■ **WHAT IS BEING ASKED**:
Print out all of the records exactly; no picture belongs in the result.

═══ STORED DATA ═══

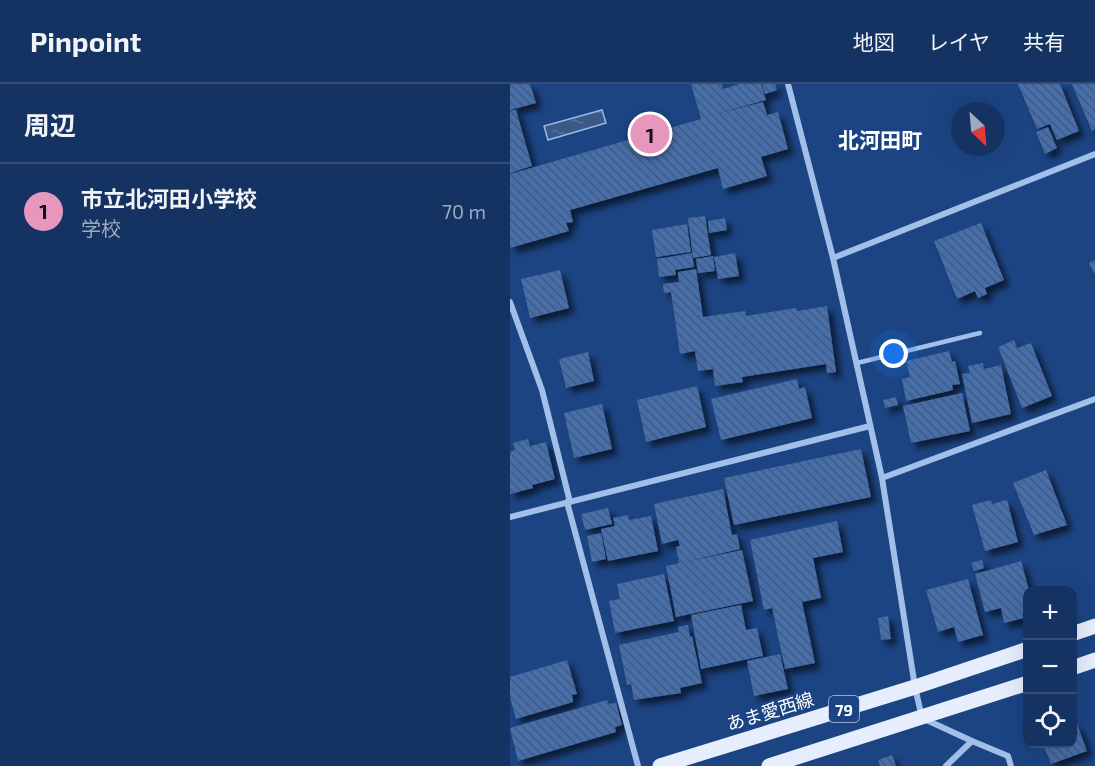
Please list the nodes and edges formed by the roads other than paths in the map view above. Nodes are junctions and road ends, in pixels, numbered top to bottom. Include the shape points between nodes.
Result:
1 (788, 84) edge
2 (1095, 154) edge
3 (833, 258) junction
4 (510, 303) edge
5 (980, 333) dead end
6 (856, 363) junction
7 (1095, 399) edge
8 (870, 426) junction
9 (882, 478) junction
10 (569, 502) junction
11 (510, 517) edge
12 (1095, 626) edge
13 (1077, 632) edge
14 (1023, 651) edge
15 (1095, 660) edge
16 (1077, 666) edge
17 (1023, 685) edge
18 (915, 687) junction
19 (922, 718) junction
20 (972, 741) junction
21 (794, 762) edge
22 (638, 766) edge
23 (660, 766) edge
24 (769, 766) edge
25 (946, 766) edge
26 (1011, 766) edge

1 - 3 street
2 - 3 street
3 - 6 street
4 - 10 street via 542,390
5 - 6 lane
6 - 8 street
7 - 9 street
8 - 9 street
8 - 10 street
9 - 18 street
10 - 11 street
10 - 22 street
12 - 13 main road
14 - 18 main road, あま愛西線 / 79
15 - 16 main road
17 - 19 main road, 79
18 - 19 street
18 - 23 main road, あま愛西線 / 79
19 - 20 street
19 - 21 main road, 79
20 - 25 street
20 - 26 street via 1008,756
21 - 24 main road, 79

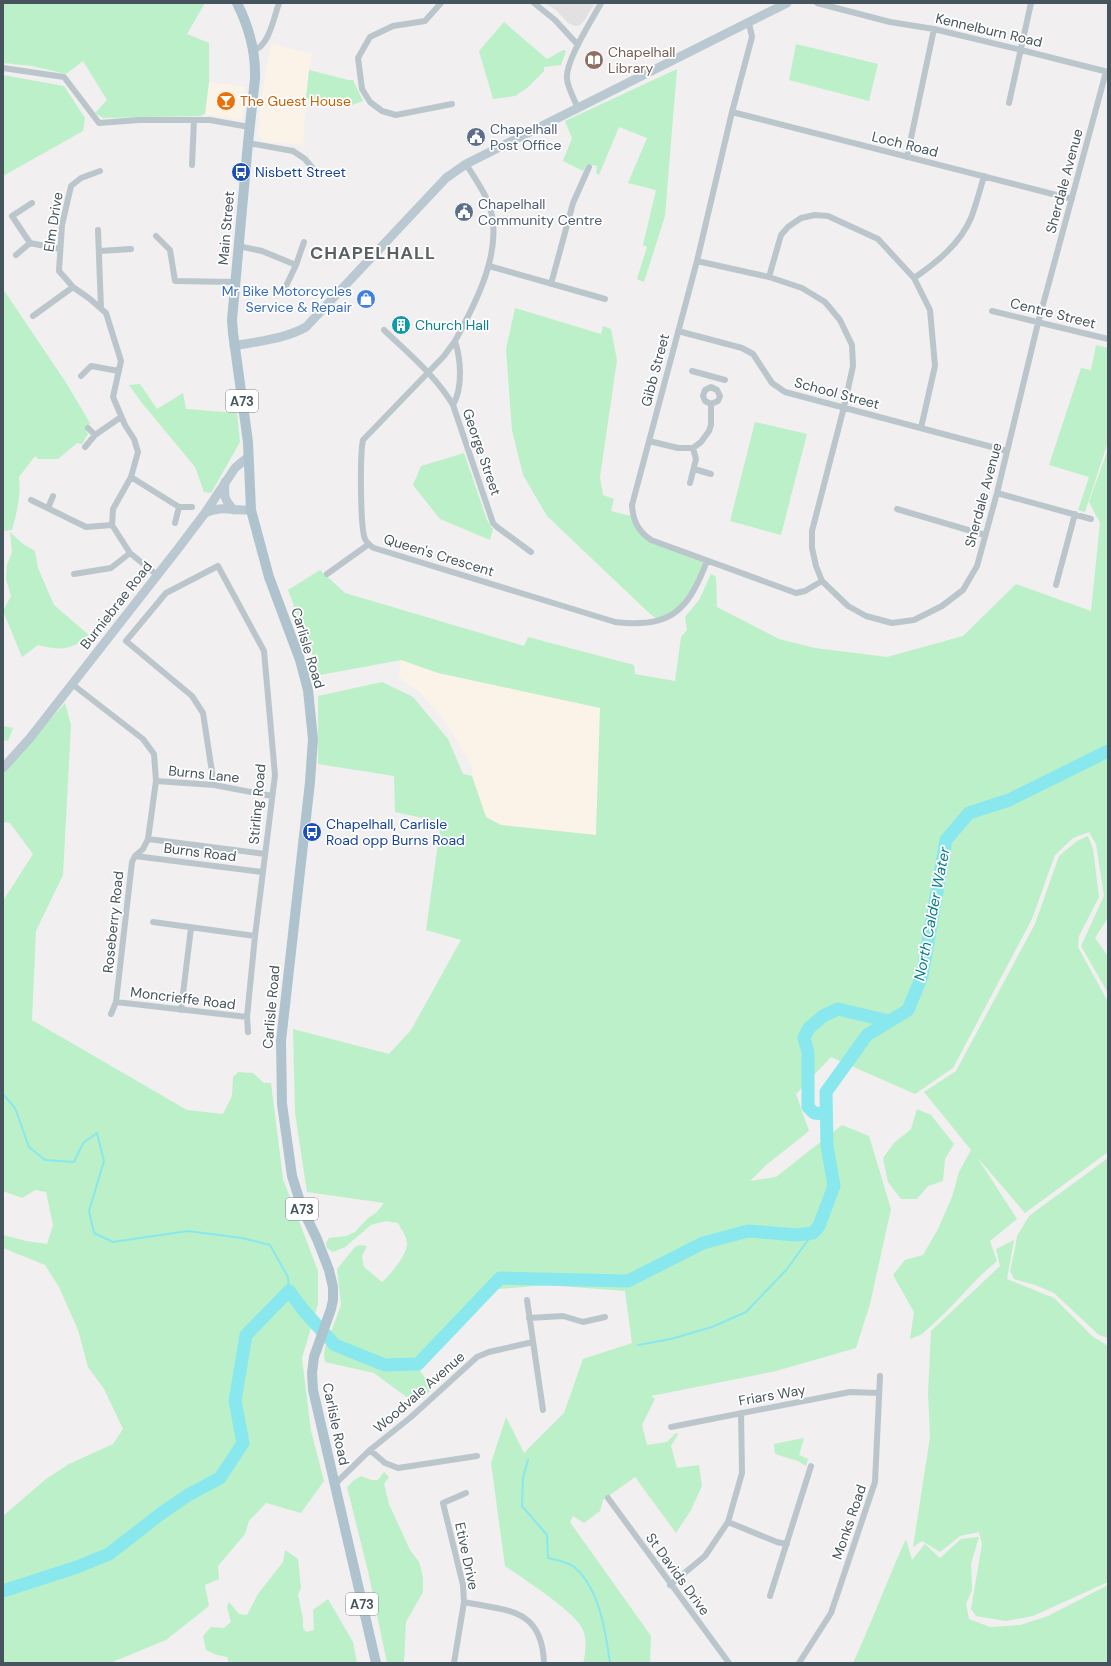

═══

■ **ANSWER FOR THIS EXERCISE**:
Please list the nodes and edges formed by the roads other than paths in the map view above. Nodes are junctions and road ends, in pixels, numbered top to bottom. Include the shape points between nodes.
Result:
1 (788, 84) edge
2 (1095, 154) edge
3 (833, 258) junction
4 (510, 303) edge
5 (980, 333) dead end
6 (856, 363) junction
7 (1095, 399) edge
8 (870, 426) junction
9 (882, 478) junction
10 (569, 502) junction
11 (510, 517) edge
12 (1095, 626) edge
13 (1077, 632) edge
14 (1023, 651) edge
15 (1095, 660) edge
16 (1077, 666) edge
17 (1023, 685) edge
18 (915, 687) junction
19 (922, 718) junction
20 (972, 741) junction
21 (794, 762) edge
22 (638, 766) edge
23 (660, 766) edge
24 (769, 766) edge
25 (946, 766) edge
26 (1011, 766) edge

1 - 3 street
2 - 3 street
3 - 6 street
4 - 10 street via 542,390
5 - 6 lane
6 - 8 street
7 - 9 street
8 - 9 street
8 - 10 street
9 - 18 street
10 - 11 street
10 - 22 street
12 - 13 main road
14 - 18 main road, あま愛西線 / 79
15 - 16 main road
17 - 19 main road, 79
18 - 19 street
18 - 23 main road, あま愛西線 / 79
19 - 20 street
19 - 21 main road, 79
20 - 25 street
20 - 26 street via 1008,756
21 - 24 main road, 79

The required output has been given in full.